Frequently asked questions

What changes when converting SVG to JSX?
React uses className instead of class, camelCase for many dashed SVG attributes, objects for inline style, and JavaScript expressions for dynamic props. The converter applies those structural changes.
Can it generate TypeScript React components?
Yes. Enable TypeScript props to generate a TSX component whose props extend React.SVGProps<SVGSVGElement>, with optional title and description fields when selected.
What does currentColor do in an SVG component?
currentColor makes fill or stroke inherit the CSS color property, which is useful for themeable single-color icons. Disable it for intentional multicolor artwork.
Should SVG props be expanded at the start or end?
At the end, caller props can override generated attributes.
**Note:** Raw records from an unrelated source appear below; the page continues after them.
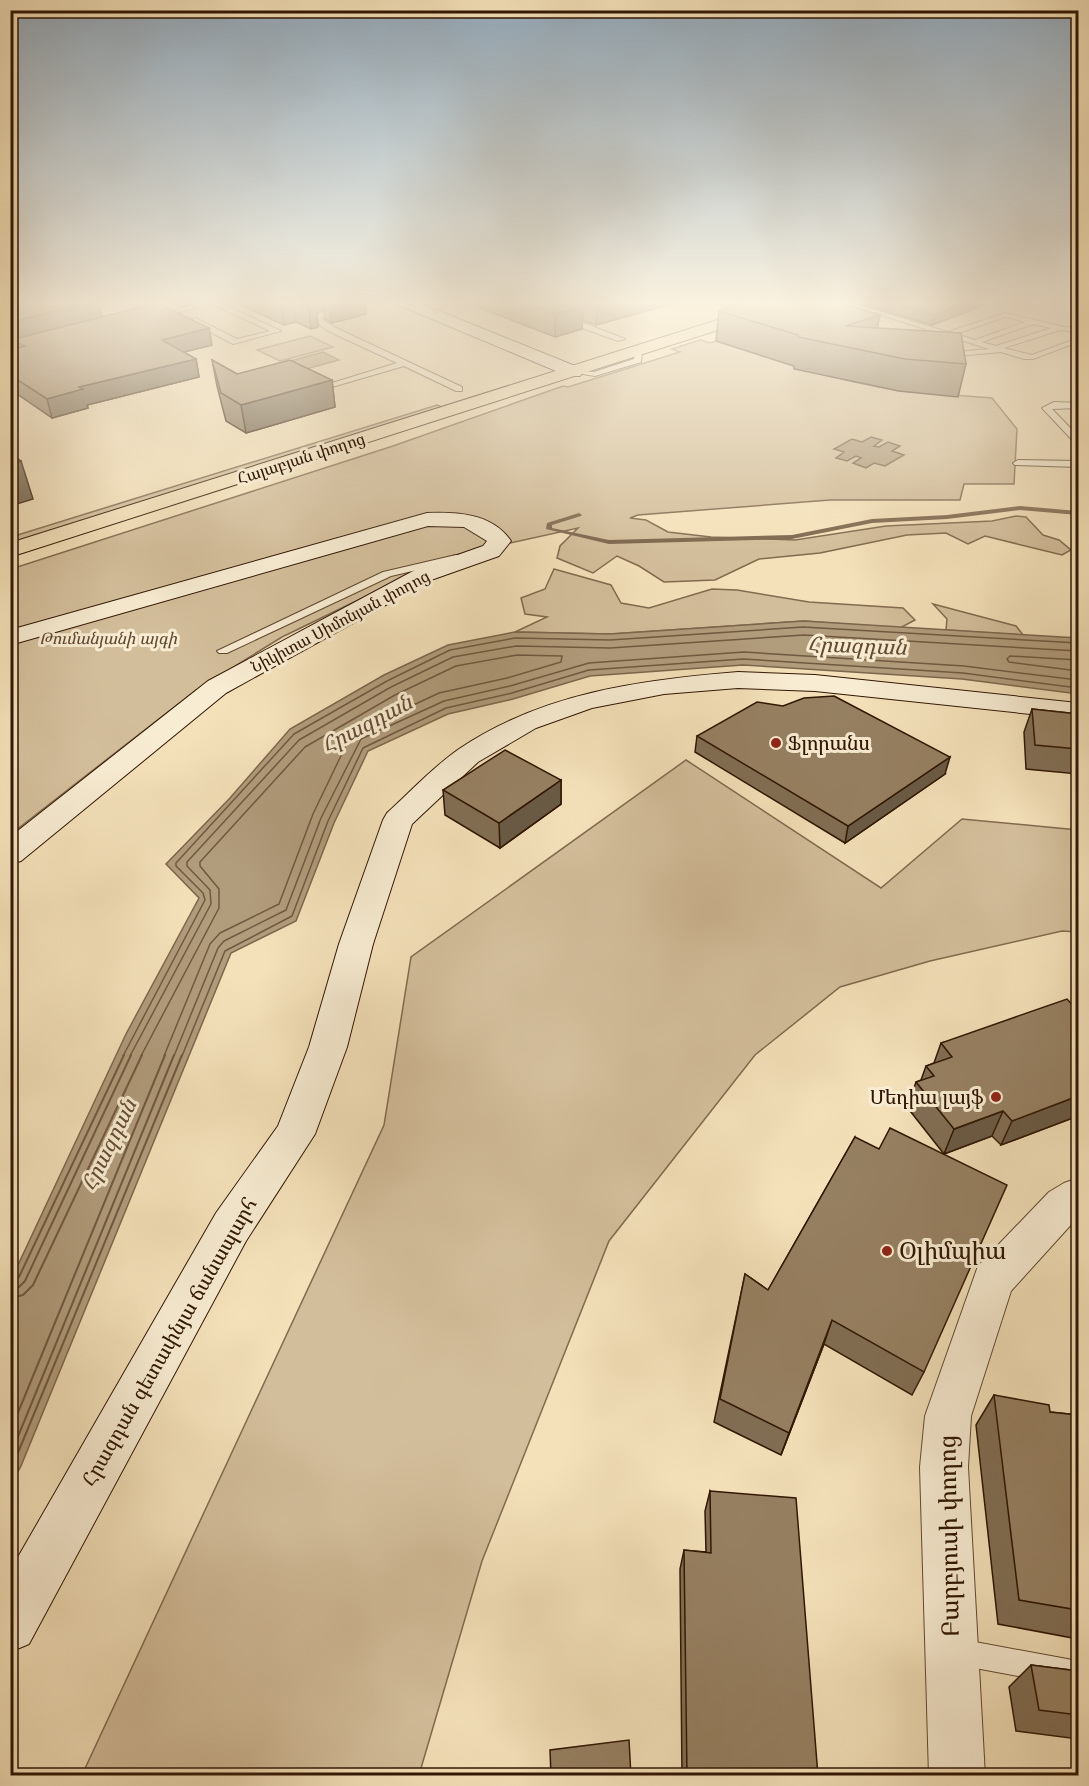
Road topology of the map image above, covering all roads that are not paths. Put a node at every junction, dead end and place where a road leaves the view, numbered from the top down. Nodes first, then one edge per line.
1 (340, 383) edge
2 (447, 383) edge
3 (478, 383) edge
4 (511, 383) edge
5 (335, 385) dead end
6 (459, 389) junction
7 (1078, 405) edge
8 (1078, 441) edge
9 (282, 444) dead end
10 (1018, 464) dead end
11 (1078, 464) edge
12 (10, 550) edge
13 (491, 551) junction
14 (10, 638) edge
15 (222, 651) dead end
16 (1078, 711) edge
17 (10, 854) edge
18 (1078, 1195) edge
19 (10, 1625) edge
20 (950, 1651) junction
21 (1078, 1674) edge
22 (957, 1776) edge

1 - 5 lane
2 - 6 lane
3 - 6 main road, Հալաբյան փողոց
4 - 12 main road, Հալաբյան փողոց
6 - 9 main road, Հալաբյան փողոց
7 - 8 lane
10 - 11 lane
13 - 14 street
13 - 15 lane
13 - 17 street, Նիկիտա Սիմոնյան փողոց
16 - 19 street, Հրազդան գետափնյա ճանապարհ
18 - 20 street, Բարբյուսի փողոց
20 - 21 lane
20 - 22 street, Բարբյուսի փողոց

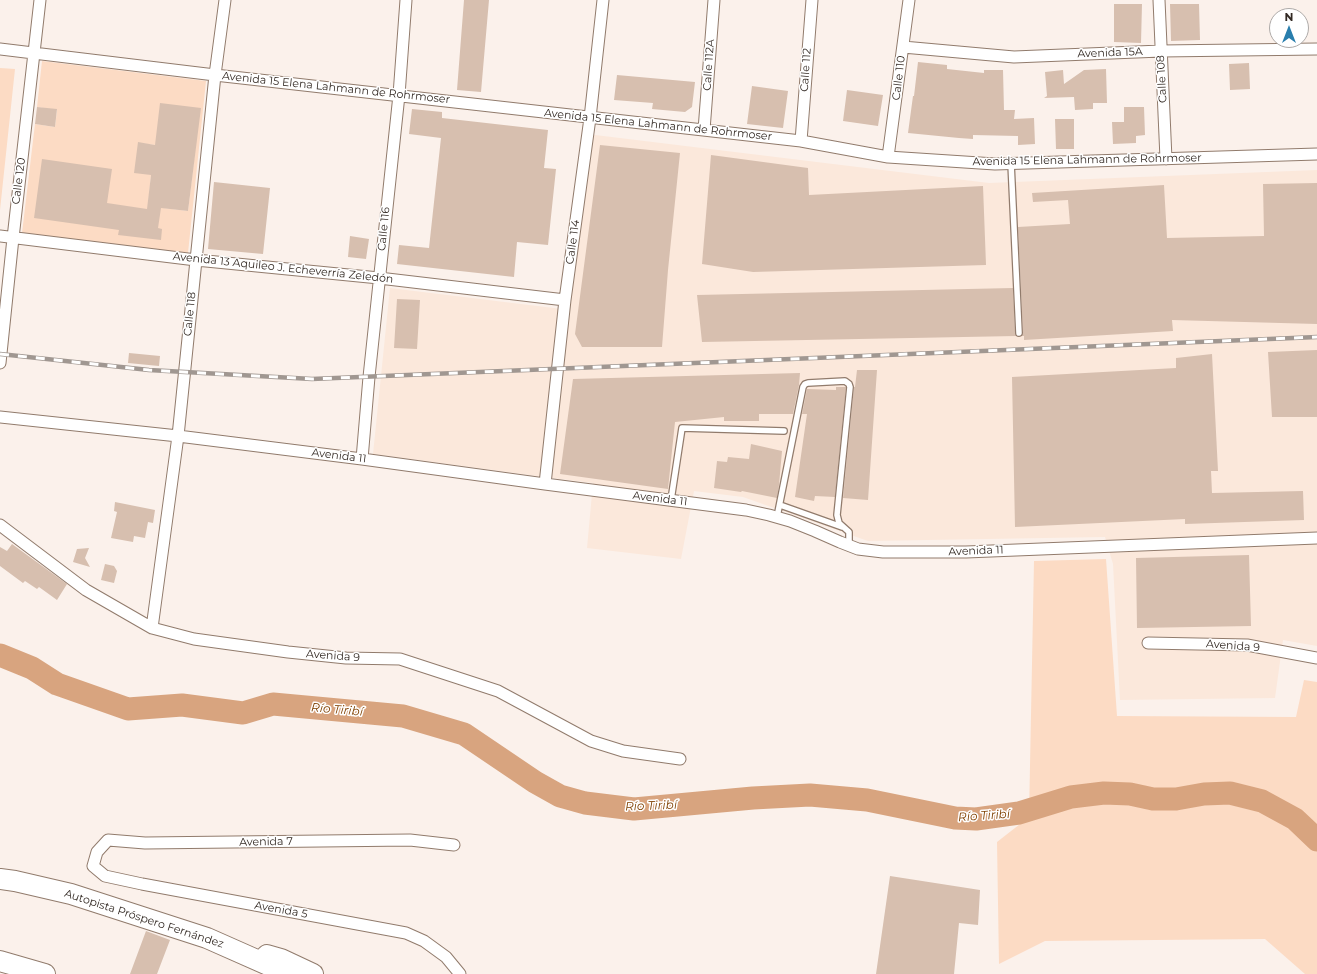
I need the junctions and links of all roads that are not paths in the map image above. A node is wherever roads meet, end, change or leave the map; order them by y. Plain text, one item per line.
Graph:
1 (40, 0) edge
2 (225, 0) edge
3 (406, 0) edge
4 (603, 0) edge
5 (714, 0) edge
6 (812, 0) edge
7 (909, 0) edge
8 (1159, 0) edge
9 (903, 47) junction
10 (0, 48) edge
11 (1317, 50) edge
12 (1161, 51) junction
13 (34, 52) junction
14 (215, 75) junction
15 (399, 95) junction
16 (590, 118) junction
17 (704, 130) junction
18 (801, 141) junction
19 (1317, 154) edge
20 (888, 157) junction
21 (1166, 159) junction
22 (1011, 163) junction
23 (0, 236) edge
24 (13, 238) junction
25 (196, 260) junction
26 (379, 278) junction
27 (565, 300) junction
28 (1019, 333) dead end
29 (0, 363) edge
30 (0, 417) edge
31 (784, 431) dead end
32 (178, 436) junction
33 (362, 459) junction
34 (546, 484) junction
35 (671, 500) junction
36 (780, 505) junction
37 (778, 517) junction
38 (0, 525) edge
39 (843, 527) junction
40 (1317, 538) edge
41 (849, 546) junction
42 (152, 628) junction
43 (1148, 643) dead end
44 (1317, 658) edge
45 (680, 759) dead end
46 (454, 845) dead end
47 (93, 866) joint
48 (0, 879) edge
49 (207, 938) junction
50 (0, 961) edge
51 (45, 974) edge
52 (282, 974) edge
53 (313, 974) edge
54 (460, 974) edge

1 - 13 street, Calle 120
2 - 14 street, Calle 118
3 - 15 street, Calle 116
4 - 16 street, Calle 114
5 - 17 street, Calle 112A
6 - 18 street, Calle 112
7 - 9 street, Calle 110
8 - 12 street, Calle 108
9 - 12 street, Avenida 15A
9 - 20 street, Calle 110
10 - 13 street, Avenida 15 Elena Lahmann de Rohrmoser
11 - 12 street, Avenida 15A
12 - 21 street, Calle 108
13 - 14 street, Avenida 15 Elena Lahmann de Rohrmoser
13 - 24 street, Calle 120
14 - 15 street, Avenida 15 Elena Lahmann de Rohrmoser
14 - 25 street, Calle 118
15 - 16 street, Avenida 15 Elena Lahmann de Rohrmoser
15 - 26 street, Calle 116
16 - 17 street, Avenida 15 Elena Lahmann de Rohrmoser
16 - 27 street, Calle 114
17 - 18 street, Avenida 15 Elena Lahmann de Rohrmoser
18 - 20 street, Avenida 15 Elena Lahmann de Rohrmoser
19 - 21 street, Avenida 15 Elena Lahmann de Rohrmoser
20 - 22 street, Avenida 15 Elena Lahmann de Rohrmoser
21 - 22 street, Avenida 15 Elena Lahmann de Rohrmoser
22 - 28 lane
23 - 24 street, Avenida 13 Aquileo J. Echeverría Zeledón
24 - 25 street, Avenida 13 Aquileo J. Echeverría Zeledón
24 - 29 street, Calle 120
25 - 26 street, Avenida 13 Aquileo J. Echeverría Zeledón
25 - 32 street, Calle 118
26 - 27 street, Avenida 13 Aquileo J. Echeverría Zeledón
26 - 33 street, Calle 116
27 - 34 street, Calle 114
30 - 32 street, Avenida 11
31 - 35 lane
32 - 33 street, Avenida 11
32 - 42 street, Calle 118
33 - 34 street, Avenida 11
34 - 35 street, Avenida 11
35 - 37 street, Avenida 11
36 - 37 lane
36 - 39 lane
36 - 39 lane
37 - 41 street, Avenida 11
38 - 42 street, Avenida 9
39 - 41 lane
40 - 41 street, Avenida 11
42 - 45 street, Avenida 9
43 - 44 street, Avenida 9
46 - 47 street, Avenida 7
47 - 54 street, Avenida 5
48 - 49 highway, Autopista Próspero Fernández
49 - 52 highway, Autopista Próspero Fernández
49 - 53 highway
50 - 51 highway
At the start, generated attributes win. The right choice depends on the design-system contract.
When should I use forwardRef or React.memo?
Use forwardRef when callers need the underlying SVG element. Use memo only when profiling or component behavior justifies it; it is not a universal performance improvement.
Is the generated SVG component accessible?
The optional title and description props provide building blocks, but the calling context must still decide whether the graphic is meaningful, labelled, focusable, or decorative with aria-hidden.
Are the SVG and generated code uploaded?
No. Parsing, preview, conversion, copying, and download happen locally in the browser.